Mercredi, le Conseil suprême de la sécurité nationale (CSSN) iranien a donné "60 jours" à ces partenaires pour "rendre effectifs leurs engagements, en particulier dans les secteurs pétrolier et bancaire" sous peine de ne plus respecter d'autres clauses de l'accord.
Notifiée officiellement aux ambassadeurs à Téhéran des pays encore parties à ce pacte (Allemagne, Chine, France, Grande-Bretagne et Russie), cette décision concerne au premier chef les Européens qui se sont montrés jusque-là incapables de permettre à l'Iran de bénéficier des avantages économiques qui lui ont été promis.
En cause, l'hésitation des entreprises du continent à faire des affaires en Iran. "Il y a la crainte d'être exposé aux sanctions américaines dites secondaires", qui s'appliquent à toute organisation non-américaine qui serait active dans un pan de l'économie iranienne soumise aux sanctions des Etats-Unis, explique à l'AFP Anahita Thoms.
Cette avocate chez Baker McKenzie's International basée à Düsseldorf (Allemagne), experte des questions de sanctions, ajoute que nombre d'entreprises européennes voulant s'implanter en Iran se heurtent à des obstacles "très pratiques, comme trouver une banque, une compagnie de transport ou un assureur".
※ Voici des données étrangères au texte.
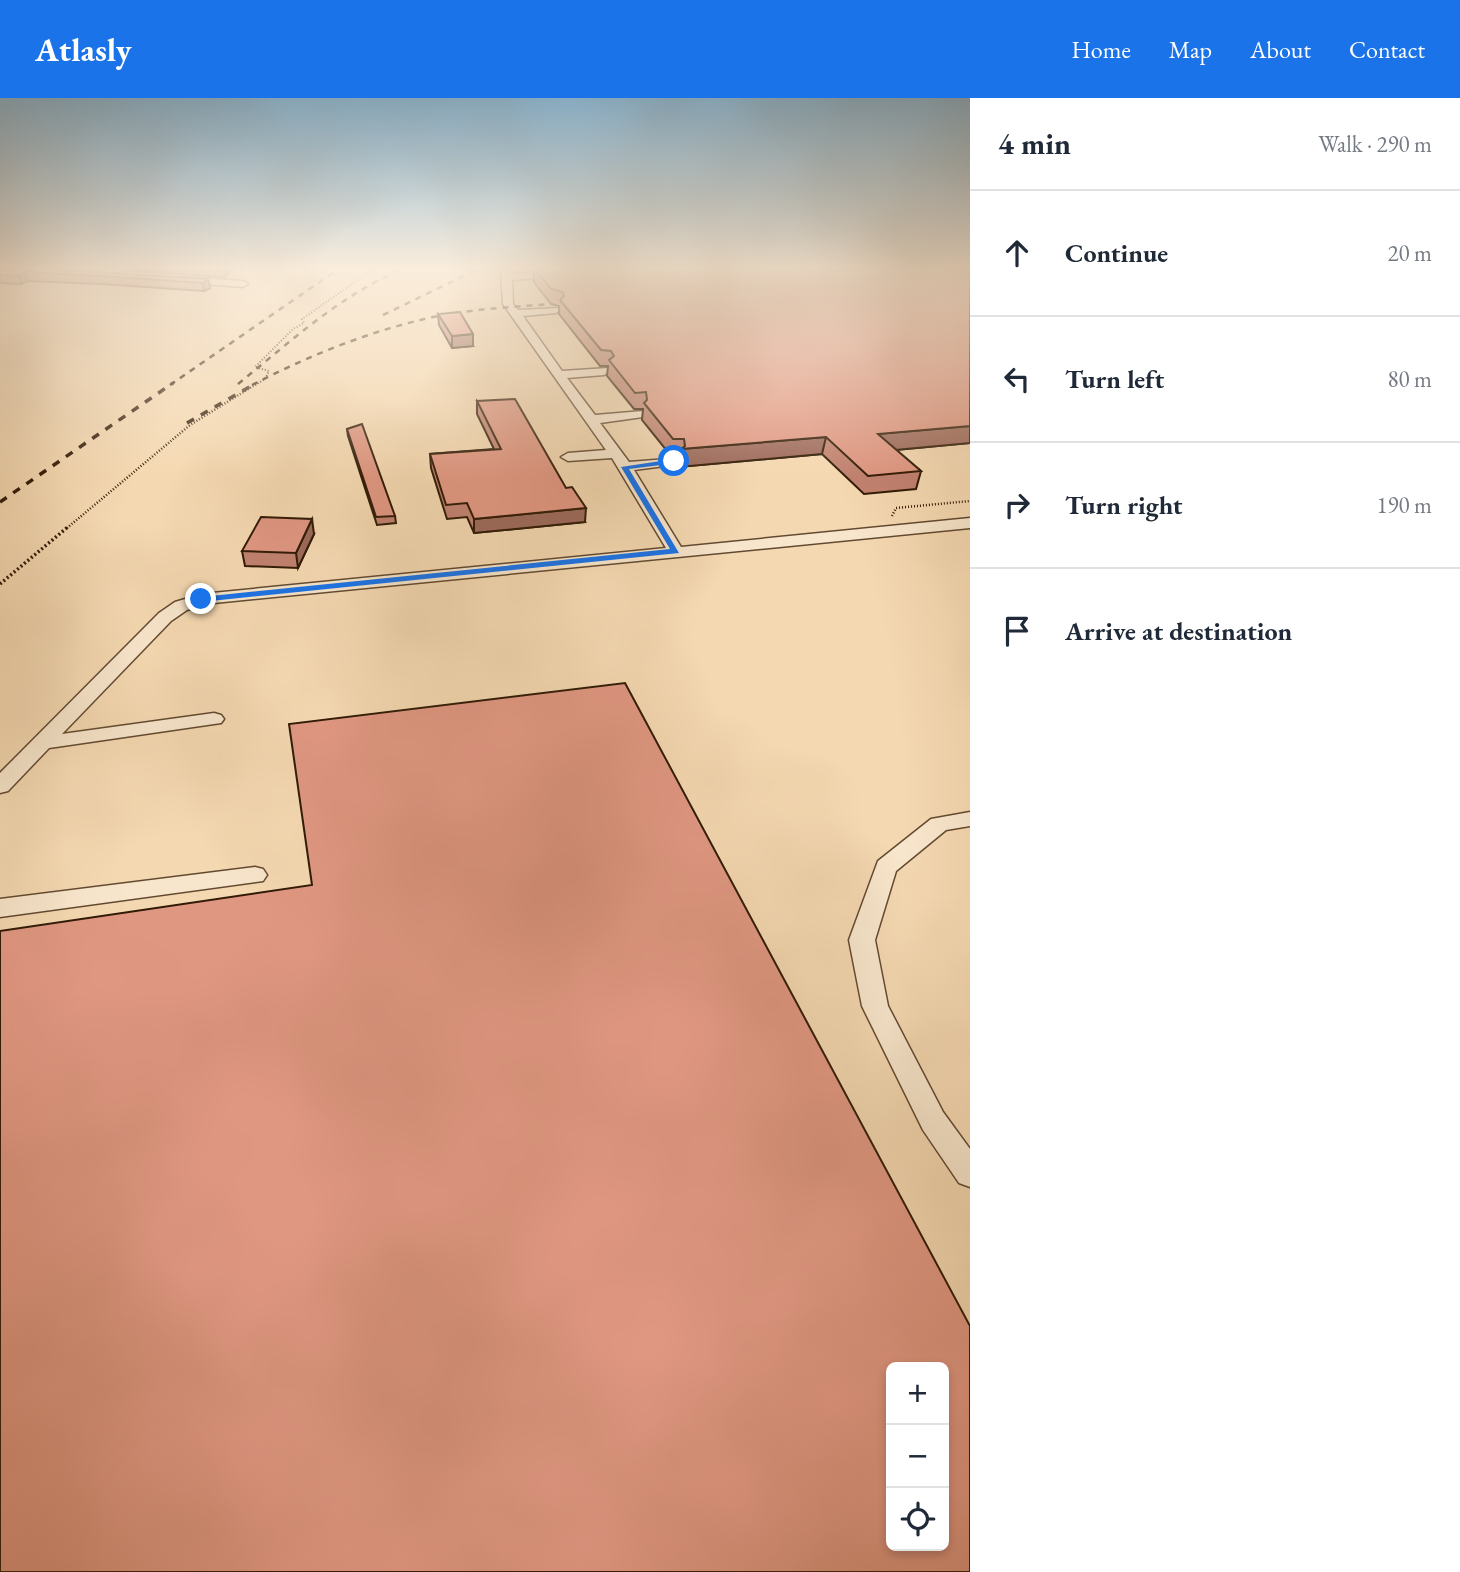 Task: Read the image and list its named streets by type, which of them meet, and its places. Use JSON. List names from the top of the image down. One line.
{"page":{"header":"Atlasly","nav":["Home","Map","About","Contact"],"heading":["4 min","Walk · 290 m"],"list":[["Continue","20 m"],["Turn left","80 m"],["Turn right","190 m"],"Arrive at destination"],"map_buttons":["+","−"]}}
La question bancaire est l'une des plus sensibles, les grandes banques européennes se montrant très réticentes à se lancer en Iran sous peine de s'exposer à des rétorsions américaines - ayant été parfois lourdement sanctionnées par le passé par Washington. Rien qu'au mois d'avril, les banques italienne UniCredit et britannique Standard Chartered se sont vues infliger des pénalités de plus d'un milliard de dollars chacune pour avoir violé des sanctions américaines contre l'Iran et d'autres pays.
Sanctions renforcées ?
La situation s'est corsée depuis l'an passé du fait de l'entrée en vigueur de mesures américaines contre les importations de matières premières, les achats dans l'automobile et l'aviation commerciale en Iran ainsi, point central, qu'un blocage des transactions financières.
"Le système financier iranien a été à nouveau soumis depuis novembre 2018 aux sanctions secondaires qui s'appliquent à l'ensemble des établissements bancaires, pas seulement américains, quand bien même les transactions sont en euro ou d'autres devises", rappelle Olivier Dorgans, avocat spécialisé dans les sanctions économiques au cabinet Hugues Hubbard & Reed.
D'après ce juriste basé à Paris, "ces sanctions secondaires rendent impossibles les échanges pour les établissements européens même s'ils n'ont aucun lien bancaire avec les États-Unis".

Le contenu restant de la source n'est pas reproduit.